An Indian lawyer from the capital had come down to conduct the defence. The men in the dock moved out of their stoic solidarity to get a good look at him; probably they had not seen him before. The indictment was read. He stroked back the shiny hair at his temples as he listened, as if he were still ruffled from the journey. In his quick, soft, Gujerati — accented English he asked at once for the trials to be separated: that of the nine men who were accused of trespassing and wilful damage to property to be heard independently of that of the two accused of assault and an offence under the Riotous Assemblies Act. The request was granted; the cases were remanded until two separate dates a week or two ahead. The attorney objected that there was not sufficient time to prepare the defence; the cases were postponed still further ahead. Bail was renewed for the nine, but refused for the other two. The Young Pioneers creaked their benches and make tlok! noises in their throats like the warning notes of certain birds. More faces bobbed at the windows. One of the pair who had been refused bail was a slim young man whose bare neck had the muscular tension of a male ballet dancer; he kept twisting his head to look imperiously, frowning like Michelangelo’s David, round at the crowd. Whenever he did so there was a surge in the two front rows, the force there shifted its weight in precarious balance between his look and the stolidity of Selufu’s policemen.

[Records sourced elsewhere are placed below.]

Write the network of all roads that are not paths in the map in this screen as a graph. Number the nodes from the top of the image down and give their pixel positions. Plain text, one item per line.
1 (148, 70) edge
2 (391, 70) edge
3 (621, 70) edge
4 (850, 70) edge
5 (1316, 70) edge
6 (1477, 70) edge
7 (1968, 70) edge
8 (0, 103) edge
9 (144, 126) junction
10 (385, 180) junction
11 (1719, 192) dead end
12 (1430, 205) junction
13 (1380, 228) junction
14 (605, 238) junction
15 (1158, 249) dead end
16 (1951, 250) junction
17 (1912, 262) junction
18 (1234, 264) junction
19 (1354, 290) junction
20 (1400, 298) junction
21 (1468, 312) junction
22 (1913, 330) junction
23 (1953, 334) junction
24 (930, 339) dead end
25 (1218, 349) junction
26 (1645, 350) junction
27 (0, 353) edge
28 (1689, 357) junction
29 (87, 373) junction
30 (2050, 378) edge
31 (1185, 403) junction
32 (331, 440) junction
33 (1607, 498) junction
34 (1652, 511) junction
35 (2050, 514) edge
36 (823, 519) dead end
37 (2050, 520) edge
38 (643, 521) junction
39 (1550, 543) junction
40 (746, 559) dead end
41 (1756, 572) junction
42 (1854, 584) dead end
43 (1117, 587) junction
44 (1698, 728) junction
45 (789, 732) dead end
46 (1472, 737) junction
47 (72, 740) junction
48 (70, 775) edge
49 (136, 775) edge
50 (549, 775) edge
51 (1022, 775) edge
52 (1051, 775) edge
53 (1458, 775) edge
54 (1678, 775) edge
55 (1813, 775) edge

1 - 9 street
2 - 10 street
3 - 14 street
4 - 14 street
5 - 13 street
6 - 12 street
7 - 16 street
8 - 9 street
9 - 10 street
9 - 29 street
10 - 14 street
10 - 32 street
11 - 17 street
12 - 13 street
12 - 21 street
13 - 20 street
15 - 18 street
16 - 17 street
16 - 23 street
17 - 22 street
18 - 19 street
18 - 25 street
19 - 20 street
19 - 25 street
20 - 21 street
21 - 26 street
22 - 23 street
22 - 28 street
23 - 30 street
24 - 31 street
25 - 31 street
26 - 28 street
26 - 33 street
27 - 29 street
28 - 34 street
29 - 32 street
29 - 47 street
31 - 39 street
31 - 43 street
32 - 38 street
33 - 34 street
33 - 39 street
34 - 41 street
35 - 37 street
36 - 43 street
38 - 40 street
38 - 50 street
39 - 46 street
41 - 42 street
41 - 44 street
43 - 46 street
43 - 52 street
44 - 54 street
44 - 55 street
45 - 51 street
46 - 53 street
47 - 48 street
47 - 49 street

The lawyer was objecting to the refusal of bail; the prosecutor was adamant. The magistrate appeared not to be listening to either; he confirmed that bail would not be granted. That was all.

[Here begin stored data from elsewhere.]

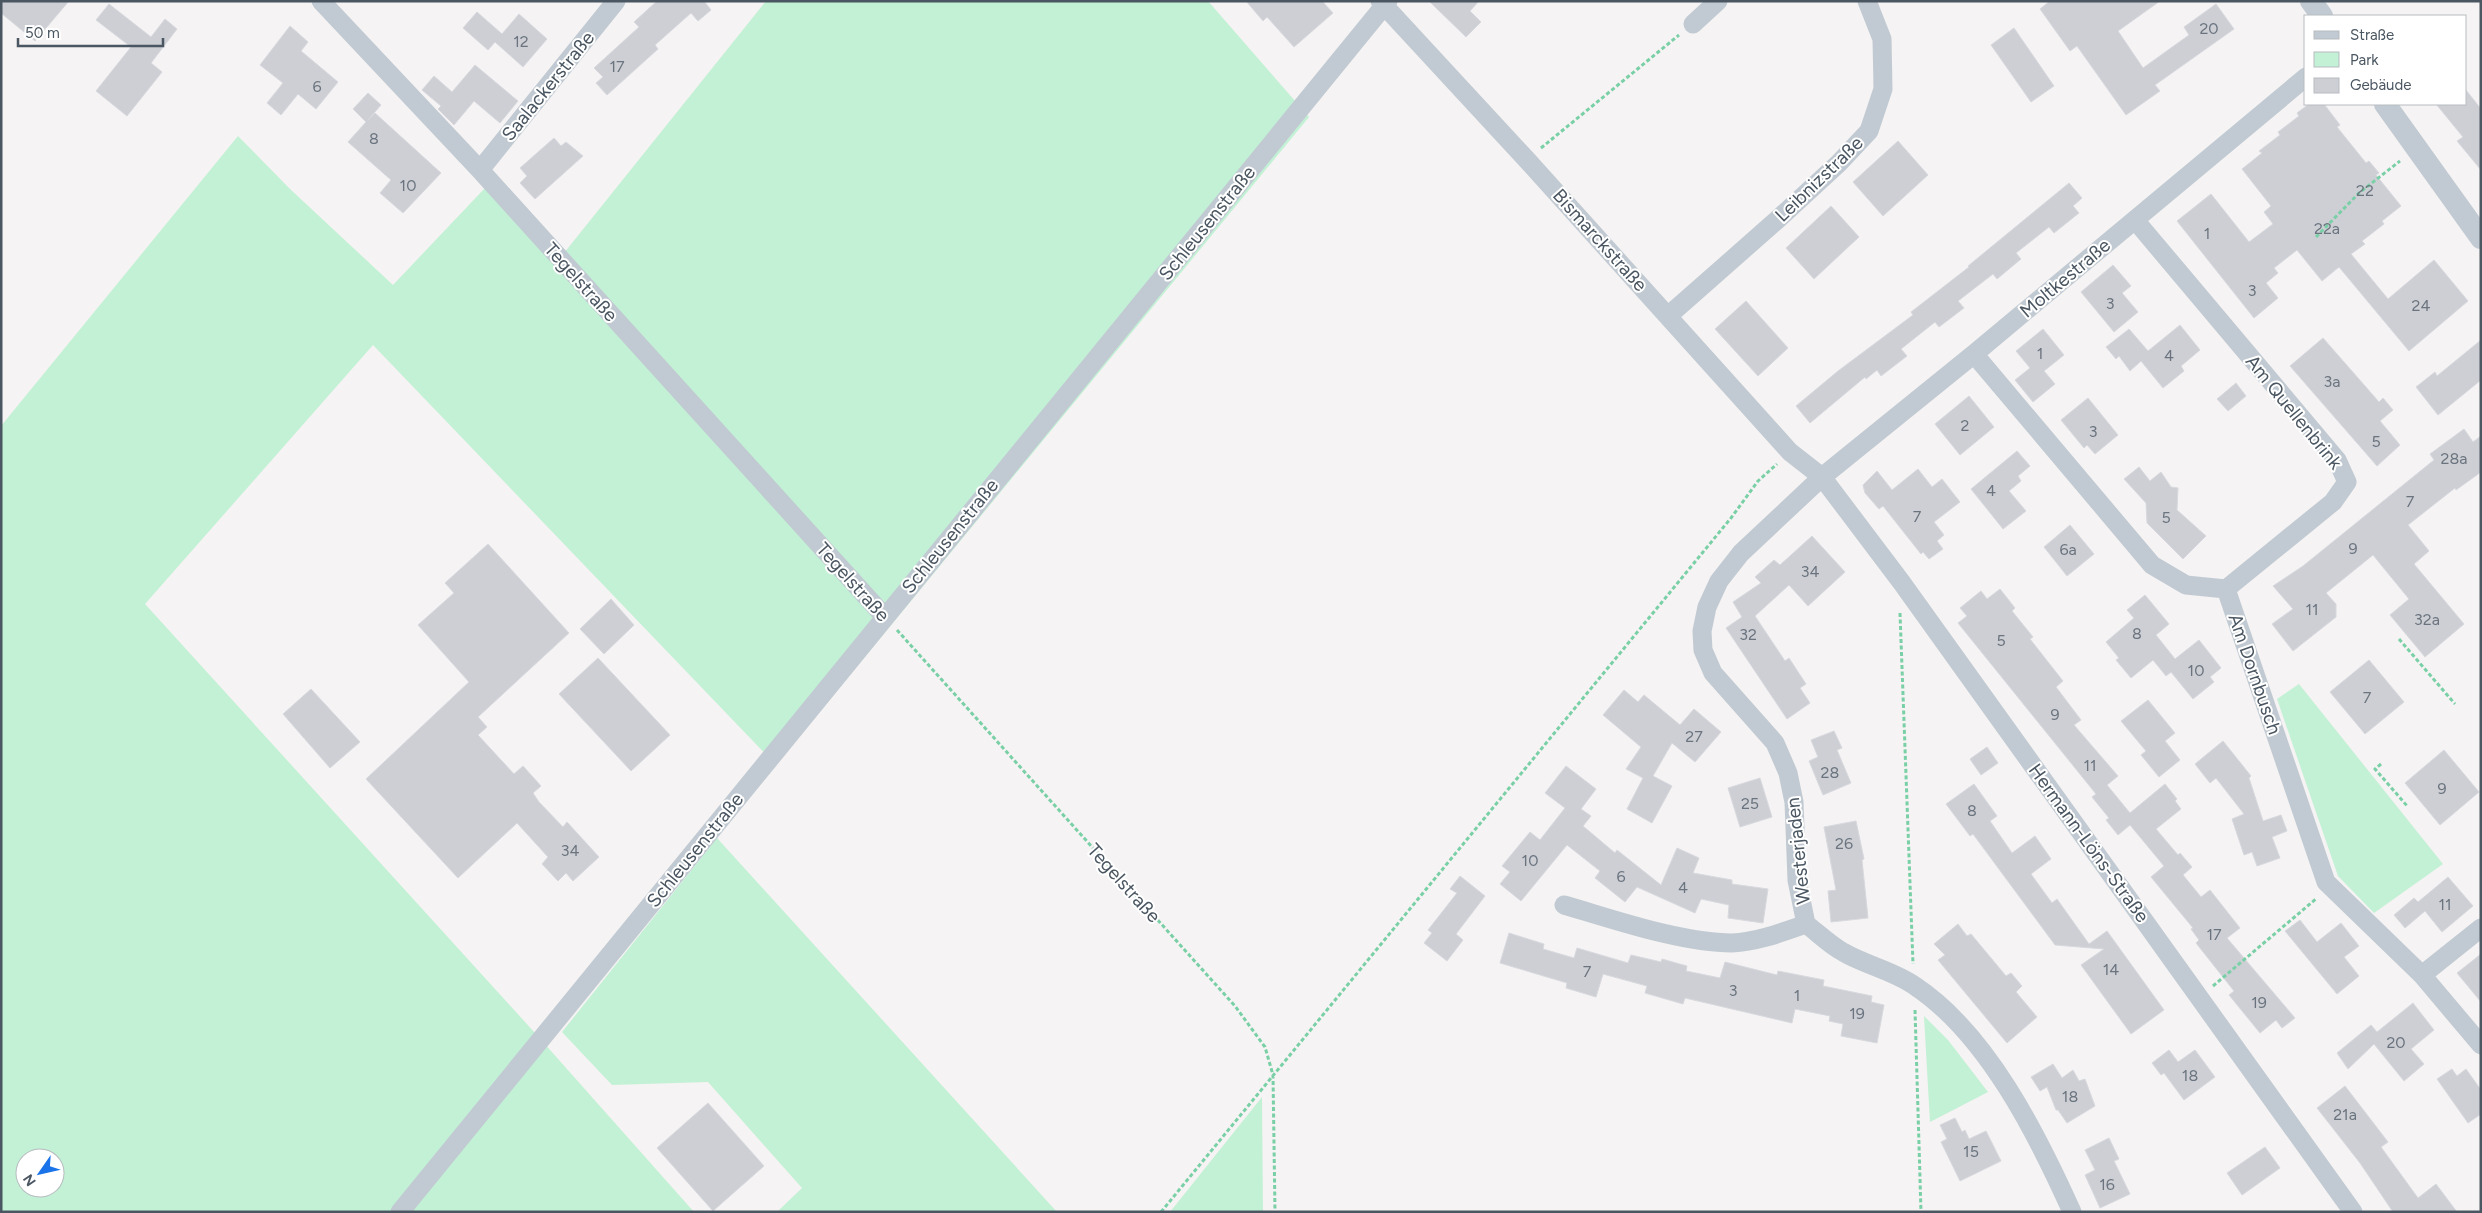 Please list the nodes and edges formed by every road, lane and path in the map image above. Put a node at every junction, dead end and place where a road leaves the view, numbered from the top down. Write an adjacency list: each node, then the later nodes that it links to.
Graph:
1 (321, 1): 13 (street, Tegelstraße)
2 (616, 1): 13 (street, Saalackerstraße)
3 (1718, 1): 8 (street)
4 (1867, 1): 17 (street, Leibnizstraße)
5 (2311, 1): 7 (street)
6 (1384, 3): 12 (street, Bismarckstraße); 23 (street, Schleusenstraße)
7 (2321, 15)
8 (1693, 24): 12 (path)
9 (2304, 79): 14 (street, Moltkestraße)
10 (2386, 105): 11 (street)
11 (2417, 149): 15 (path); 16 (street)
12 (1527, 160): 17 (street, Bismarckstraße)
13 (480, 170): 23 (street, Tegelstraße)
14 (2135, 220): 18 (street, Moltkestraße); 22 (street, Am Quellenbrink)
15 (2316, 237)
16 (2481, 238)
17 (1668, 316): 19 (street, Bismarckstraße)
18 (1974, 354): 20 (street, Moltkestraße); 22 (street, Am Dornbusch)
19 (1790, 452): 20 (street, Bismarckstraße); 36 (path)
20 (1822, 477): 21 (street, Hermann-Löns-Straße); 30 (street, Westerjaden)
21 (1902, 584): 33 (path); 34 (street, Hermann-Löns-Straße)
22 (2226, 589): 28 (street, Am Dornbusch)
23 (885, 617): 36 (path, Tegelstraße); 37 (street, Schleusenstraße)
24 (2399, 639): 25 (path)
25 (2454, 704)
26 (2381, 764): 27 (path)
27 (2408, 807)
28 (2331, 887): 32 (street, Am Dornbusch); 34 (path)
29 (1564, 905): 30 (street)
30 (1806, 924): 33 (street, Westerjaden)
31 (2481, 928): 32 (street)
32 (2422, 975): 35 (street, Am Dornbusch)
33 (1915, 985): 40 (path); 41 (street, Westerjaden)
34 (2199, 998): 42 (street, Hermann-Löns-Straße)
35 (2481, 1045)
36 (1273, 1075): 38 (path); 39 (path, Tegelstraße)
37 (400, 1212)
38 (1161, 1212)
39 (1275, 1212)
40 (1921, 1212)
41 (2072, 1212)
42 (2353, 1212)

As the prisoners went out, making use of their numbers by making a slow progress of it, they began to sing a PIP chant and the two who were going off to the cells yelled slogans, the old slogans of pre — Independence days. Bray allowed himself to be carried and hindered by the courtroom crowd. Women in their church — going clothes opened their mouths calmly and ululated. The magistrate banged his gavel and was resigned to being ignored; he mouthed what must have been an adjournment and walked out. Another case was to be heard and the exhibits, including a bicycle with one wheel missing, were carried in while the police moved along the rows of benches and were held adrift, clumsily bobbing. It was difficult to tell whether the movement through the door was people pressing in or the court being cleared. It was not an angry but a strangely confident crowd, talking and shifting about in possession. The ululating women stood where they had risen from the benches, and swayed. It was like being caught up in a dance with them; he was taller than anybody and as he was pressed and shifted he could see everything, the PIP claque taking up the prisoners’ chant and moving their heads like hens as they urged themselves through the people, the bewildered face of the old beggar, the young men turning vividly from side to side. He wanted to grin: a bespectacled white totem, waving ridiculously about on the wake of backsides swinging their cotton skirts magnificently as bells. Slowly the whole crowd, and he with it, was drawn through the door as water circles the hole in a bathtub.